Scan the data below for the string "Солнечная". Show every line where it turns up.

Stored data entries
________________________

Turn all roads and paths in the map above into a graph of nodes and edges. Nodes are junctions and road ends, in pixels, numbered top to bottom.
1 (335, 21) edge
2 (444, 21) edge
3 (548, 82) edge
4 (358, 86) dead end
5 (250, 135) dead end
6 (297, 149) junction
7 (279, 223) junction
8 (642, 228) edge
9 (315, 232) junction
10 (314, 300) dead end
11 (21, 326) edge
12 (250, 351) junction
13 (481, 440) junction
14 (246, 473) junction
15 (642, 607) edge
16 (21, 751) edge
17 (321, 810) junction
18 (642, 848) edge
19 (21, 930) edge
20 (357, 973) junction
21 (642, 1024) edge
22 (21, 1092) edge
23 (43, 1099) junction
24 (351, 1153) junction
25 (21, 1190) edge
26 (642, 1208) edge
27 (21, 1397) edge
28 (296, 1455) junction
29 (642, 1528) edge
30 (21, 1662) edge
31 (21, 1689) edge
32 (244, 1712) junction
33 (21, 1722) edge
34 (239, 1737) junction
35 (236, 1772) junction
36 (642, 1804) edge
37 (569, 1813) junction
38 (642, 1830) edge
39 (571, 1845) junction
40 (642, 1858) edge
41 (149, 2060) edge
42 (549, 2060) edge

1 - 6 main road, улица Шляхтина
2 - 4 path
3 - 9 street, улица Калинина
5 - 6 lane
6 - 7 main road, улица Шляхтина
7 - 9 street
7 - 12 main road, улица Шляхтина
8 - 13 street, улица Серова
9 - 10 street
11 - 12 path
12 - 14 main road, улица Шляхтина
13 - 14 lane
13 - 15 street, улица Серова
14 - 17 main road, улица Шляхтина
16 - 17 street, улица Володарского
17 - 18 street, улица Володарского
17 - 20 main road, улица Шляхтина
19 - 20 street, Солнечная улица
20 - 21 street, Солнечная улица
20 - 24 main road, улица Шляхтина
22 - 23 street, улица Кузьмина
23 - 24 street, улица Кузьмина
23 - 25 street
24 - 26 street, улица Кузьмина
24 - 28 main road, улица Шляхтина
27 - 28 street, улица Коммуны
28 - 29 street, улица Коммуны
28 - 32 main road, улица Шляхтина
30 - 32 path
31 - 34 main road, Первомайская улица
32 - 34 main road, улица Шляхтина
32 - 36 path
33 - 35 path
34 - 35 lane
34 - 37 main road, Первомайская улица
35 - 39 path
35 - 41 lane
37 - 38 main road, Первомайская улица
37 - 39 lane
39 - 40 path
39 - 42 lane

________________________

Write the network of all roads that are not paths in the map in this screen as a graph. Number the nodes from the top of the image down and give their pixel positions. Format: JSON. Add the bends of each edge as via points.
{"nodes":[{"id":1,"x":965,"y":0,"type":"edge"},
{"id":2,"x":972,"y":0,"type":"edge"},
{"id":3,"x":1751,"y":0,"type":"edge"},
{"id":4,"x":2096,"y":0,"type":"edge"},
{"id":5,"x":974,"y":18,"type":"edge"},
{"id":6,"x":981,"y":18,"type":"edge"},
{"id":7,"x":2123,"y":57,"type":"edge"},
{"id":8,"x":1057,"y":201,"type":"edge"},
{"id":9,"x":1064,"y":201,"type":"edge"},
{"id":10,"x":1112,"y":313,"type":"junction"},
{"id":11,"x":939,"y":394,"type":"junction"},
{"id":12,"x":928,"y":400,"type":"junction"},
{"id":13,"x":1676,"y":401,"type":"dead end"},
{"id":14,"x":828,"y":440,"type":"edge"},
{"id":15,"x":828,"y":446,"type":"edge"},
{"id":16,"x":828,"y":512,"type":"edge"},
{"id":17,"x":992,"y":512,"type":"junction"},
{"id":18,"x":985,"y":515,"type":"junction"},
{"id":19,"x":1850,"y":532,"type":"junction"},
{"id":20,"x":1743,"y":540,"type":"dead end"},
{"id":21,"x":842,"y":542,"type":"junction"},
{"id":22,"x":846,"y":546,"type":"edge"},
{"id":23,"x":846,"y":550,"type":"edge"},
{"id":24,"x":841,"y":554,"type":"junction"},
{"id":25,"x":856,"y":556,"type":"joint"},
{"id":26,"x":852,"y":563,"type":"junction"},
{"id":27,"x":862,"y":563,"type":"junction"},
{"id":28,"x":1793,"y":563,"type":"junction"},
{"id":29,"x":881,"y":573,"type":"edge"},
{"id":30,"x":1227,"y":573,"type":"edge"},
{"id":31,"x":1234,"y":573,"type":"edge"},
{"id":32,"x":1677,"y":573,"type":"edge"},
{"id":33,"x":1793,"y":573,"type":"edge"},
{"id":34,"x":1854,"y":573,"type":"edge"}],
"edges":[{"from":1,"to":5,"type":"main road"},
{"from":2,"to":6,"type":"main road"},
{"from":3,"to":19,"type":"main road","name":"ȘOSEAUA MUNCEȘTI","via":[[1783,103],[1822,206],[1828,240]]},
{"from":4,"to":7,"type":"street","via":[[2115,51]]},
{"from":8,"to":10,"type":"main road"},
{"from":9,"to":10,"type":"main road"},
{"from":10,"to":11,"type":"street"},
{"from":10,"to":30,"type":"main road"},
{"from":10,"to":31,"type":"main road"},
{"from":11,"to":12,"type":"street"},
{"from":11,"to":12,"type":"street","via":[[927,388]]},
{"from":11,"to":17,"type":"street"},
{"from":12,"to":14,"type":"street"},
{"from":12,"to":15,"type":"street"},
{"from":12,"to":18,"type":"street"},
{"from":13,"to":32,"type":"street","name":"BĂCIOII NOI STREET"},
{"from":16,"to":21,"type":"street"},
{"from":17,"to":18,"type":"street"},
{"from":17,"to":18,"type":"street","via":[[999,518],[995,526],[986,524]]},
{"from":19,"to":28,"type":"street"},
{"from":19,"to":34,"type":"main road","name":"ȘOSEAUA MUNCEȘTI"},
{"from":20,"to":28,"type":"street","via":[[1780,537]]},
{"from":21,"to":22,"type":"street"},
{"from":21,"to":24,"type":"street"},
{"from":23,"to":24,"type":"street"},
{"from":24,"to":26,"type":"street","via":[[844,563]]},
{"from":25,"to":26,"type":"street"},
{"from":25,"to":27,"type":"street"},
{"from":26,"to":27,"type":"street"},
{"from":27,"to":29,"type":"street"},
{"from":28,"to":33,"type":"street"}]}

________________________

▶ **OUTPUT FOR THIS TASK**:
19 - 20 street, Солнечная улица
20 - 21 street, Солнечная улица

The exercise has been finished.